Ask a Solutions Engineer
Presented by: Kabir Sikand, Jason Farber
Originally aired on August 17, 2020 @ 4:30 PM - 5:00 PM EDT
Get ready for a live Q&A session with Cloudflare's Solutions Engineer team, who will be ready with answers, expertise — and unparalleled whiteboarding skills. Send technical questions about Cloudflare products (or the Internet in general!) to [email protected]
English
Q&A
Technical
Transcript (Beta)
Hi Jason. So we are doing Ask a Solutions Engineer right now. This is a recurring series that we've been doing with a variety of solutions engineers across the Cloudflare org.
So today we have myself, Kabir Sikand. I'm a solutions engineer. I've been here for just north of a year.
And Jason. Hi Jason Farber. I'm a solutions engineering manager and I'll be approaching my four-year mark in December.
Great.
So I'm going to share my screen and we can go through a few of the questions that we've gotten in over the past few weeks.

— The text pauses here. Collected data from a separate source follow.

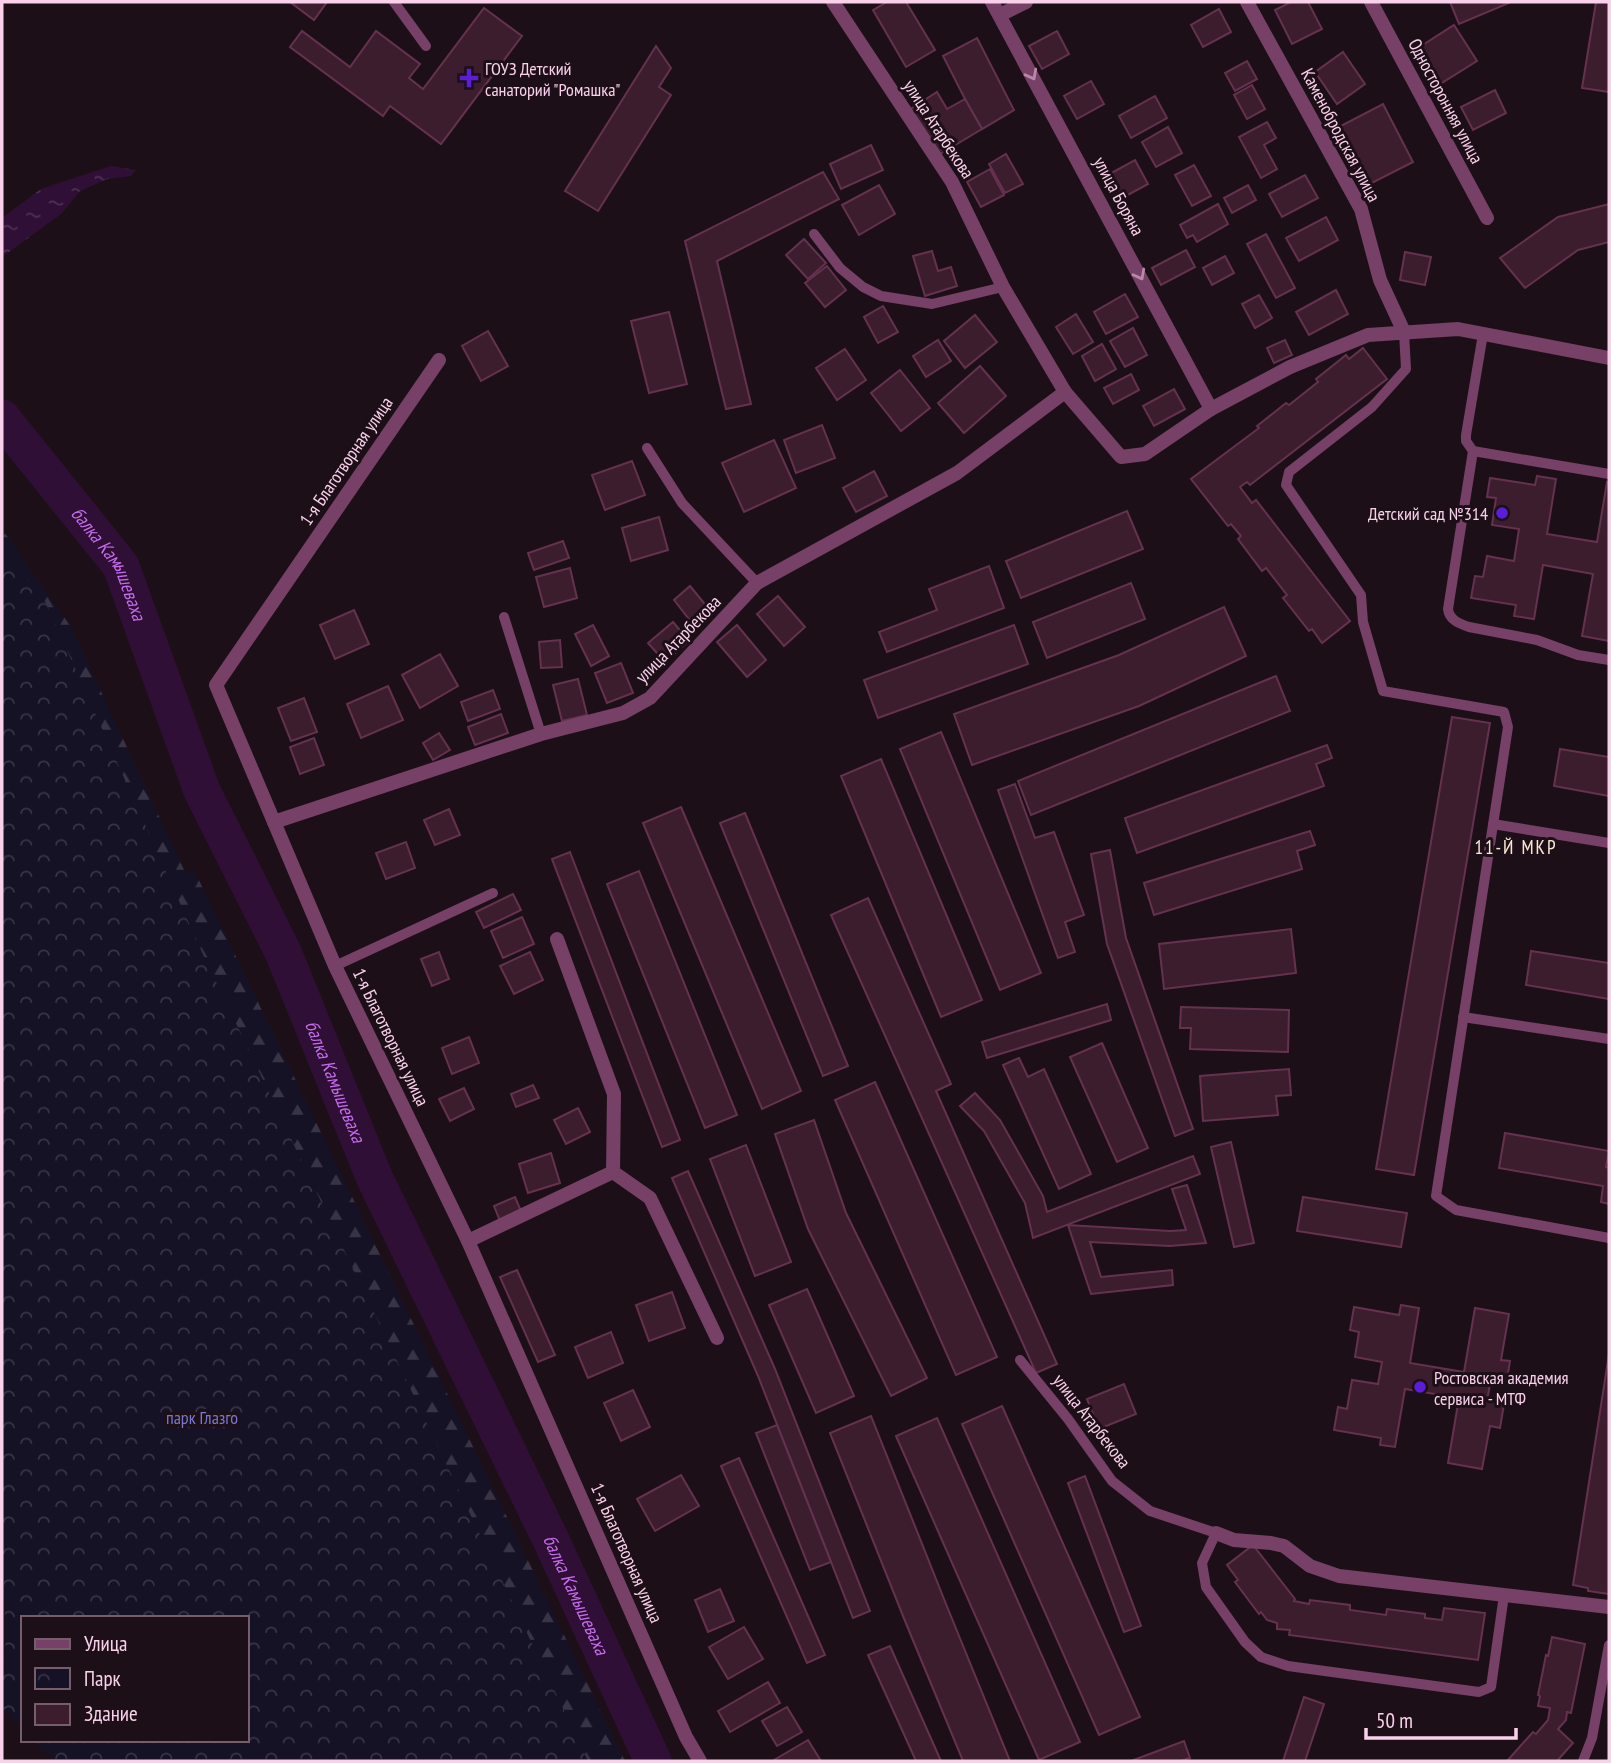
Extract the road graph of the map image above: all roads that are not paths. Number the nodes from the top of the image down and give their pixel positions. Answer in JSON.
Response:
{"nodes":[{"id":1,"x":394,"y":2,"type":"edge"},
{"id":2,"x":833,"y":2,"type":"edge"},
{"id":3,"x":1026,"y":2,"type":"edge"},
{"id":4,"x":1247,"y":2,"type":"edge"},
{"id":5,"x":1371,"y":2,"type":"edge"},
{"id":6,"x":996,"y":8,"type":"edge"},
{"id":7,"x":426,"y":46,"type":"dead end"},
{"id":8,"x":1488,"y":218,"type":"dead end"},
{"id":9,"x":814,"y":234,"type":"dead end"},
{"id":10,"x":1003,"y":287,"type":"junction"},
{"id":11,"x":1404,"y":332,"type":"junction"},
{"id":12,"x":1483,"y":334,"type":"junction"},
{"id":13,"x":1609,"y":358,"type":"edge"},
{"id":14,"x":439,"y":360,"type":"dead end"},
{"id":15,"x":1065,"y":392,"type":"junction"},
{"id":16,"x":1212,"y":409,"type":"junction"},
{"id":17,"x":647,"y":448,"type":"dead end"},
{"id":18,"x":1473,"y":451,"type":"junction"},
{"id":19,"x":1609,"y":474,"type":"edge"},
{"id":20,"x":757,"y":583,"type":"junction"},
{"id":21,"x":504,"y":617,"type":"dead end"},
{"id":22,"x":1609,"y":660,"type":"edge"},
{"id":23,"x":541,"y":734,"type":"junction"},
{"id":24,"x":274,"y":822,"type":"junction"},
{"id":25,"x":1493,"y":824,"type":"junction"},
{"id":26,"x":1609,"y":843,"type":"edge"},
{"id":27,"x":492,"y":893,"type":"dead end"},
{"id":28,"x":557,"y":939,"type":"dead end"},
{"id":29,"x":335,"y":965,"type":"junction"},
{"id":30,"x":1463,"y":1017,"type":"junction"},
{"id":31,"x":1609,"y":1039,"type":"edge"},
{"id":32,"x":613,"y":1172,"type":"junction"},
{"id":33,"x":1609,"y":1238,"type":"edge"},
{"id":34,"x":468,"y":1241,"type":"junction"},
{"id":35,"x":717,"y":1338,"type":"dead end"},
{"id":36,"x":1020,"y":1360,"type":"dead end"},
{"id":37,"x":1216,"y":1533,"type":"junction"},
{"id":38,"x":1504,"y":1595,"type":"junction"},
{"id":39,"x":1609,"y":1607,"type":"edge"},
{"id":40,"x":1609,"y":1645,"type":"edge"},
{"id":41,"x":700,"y":1761,"type":"edge"},
{"id":42,"x":1583,"y":1761,"type":"edge"}],
"edges":[{"from":1,"to":7,"type":"lane"},
{"from":2,"to":10,"type":"street","name":"улица Атарбекова"},
{"from":3,"to":6,"type":"street"},
{"from":4,"to":11,"type":"street","name":"Каменобродская улица"},
{"from":5,"to":8,"type":"street","name":"Односторонняя улица"},
{"from":6,"to":16,"type":"street","name":"улица Боряна","one_way":true},
{"from":9,"to":10,"type":"lane"},
{"from":10,"to":15,"type":"street","name":"улица Атарбекова"},
{"from":11,"to":12,"type":"street"},
{"from":11,"to":16,"type":"street"},
{"from":11,"to":25,"type":"lane"},
{"from":12,"to":13,"type":"street"},
{"from":12,"to":18,"type":"lane"},
{"from":14,"to":24,"type":"street","name":"1-я Благотворная улица"},
{"from":15,"to":16,"type":"street","name":"улица Атарбекова"},
{"from":15,"to":20,"type":"street","name":"улица Атарбекова"},
{"from":17,"to":20,"type":"lane"},
{"from":18,"to":19,"type":"lane"},
{"from":18,"to":22,"type":"lane"},
{"from":20,"to":23,"type":"street","name":"улица Атарбекова"},
{"from":21,"to":23,"type":"lane"},
{"from":23,"to":24,"type":"street","name":"улица Атарбекова"},
{"from":24,"to":29,"type":"street","name":"1-я Благотворная улица"},
{"from":25,"to":26,"type":"lane"},
{"from":25,"to":30,"type":"lane"},
{"from":27,"to":29,"type":"lane"},
{"from":28,"to":32,"type":"street"},
{"from":29,"to":34,"type":"street","name":"1-я Благотворная улица"},
{"from":30,"to":31,"type":"lane"},
{"from":30,"to":33,"type":"lane"},
{"from":32,"to":34,"type":"street"},
{"from":32,"to":35,"type":"street"},
{"from":34,"to":41,"type":"street","name":"1-я Благотворная улица"},
{"from":36,"to":37,"type":"lane","name":"улица Атарбекова"},
{"from":37,"to":38,"type":"street"},
{"from":37,"to":38,"type":"lane"},
{"from":38,"to":39,"type":"street"},
{"from":40,"to":42,"type":"lane"}]}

But for anyone watching, if you do have questions, feel free to send over an email.
You'll see the email addresses at the bottom of your screen below the video player.
And we'll try to get to those as well, either today or in a future segment.
All right.
So one of the first questions we got in, I'm migrating a few dot cloud TLDs and was wondering if Cloudflare would support these.
So I think to answer this one, there are a few things that that we can support and a few things we wouldn't with regards to dot cloud.
So on our registrar product, we do support a variety of TLDs. Dot cloud is not one of them quite yet.
We do have more information on that on our website.
But with regards to just proxying that traffic and providing the rest of our services, any of these TLDs would certainly work.
Anything that's really DNS routable is something Cloudflare can support on our edge.
We would just advertise our IP addresses instead of your origin and the traffic would come over to us.
We could proxy through any of our layer seven services and then send that traffic back to your origin.
Anything else to add on that one, Jason? I think you nailed it.
Just to summarize, we have the ability to proxy any TLD that you own. So making Cloudflare an authoritative name server provider versus Cloudflare being the registrar for your domain, two different things.
So if you are interested in Cloudflare supporting the dot cloud, please reach out to us, send a support email.
We funnel all of the feedback that we see to the product team.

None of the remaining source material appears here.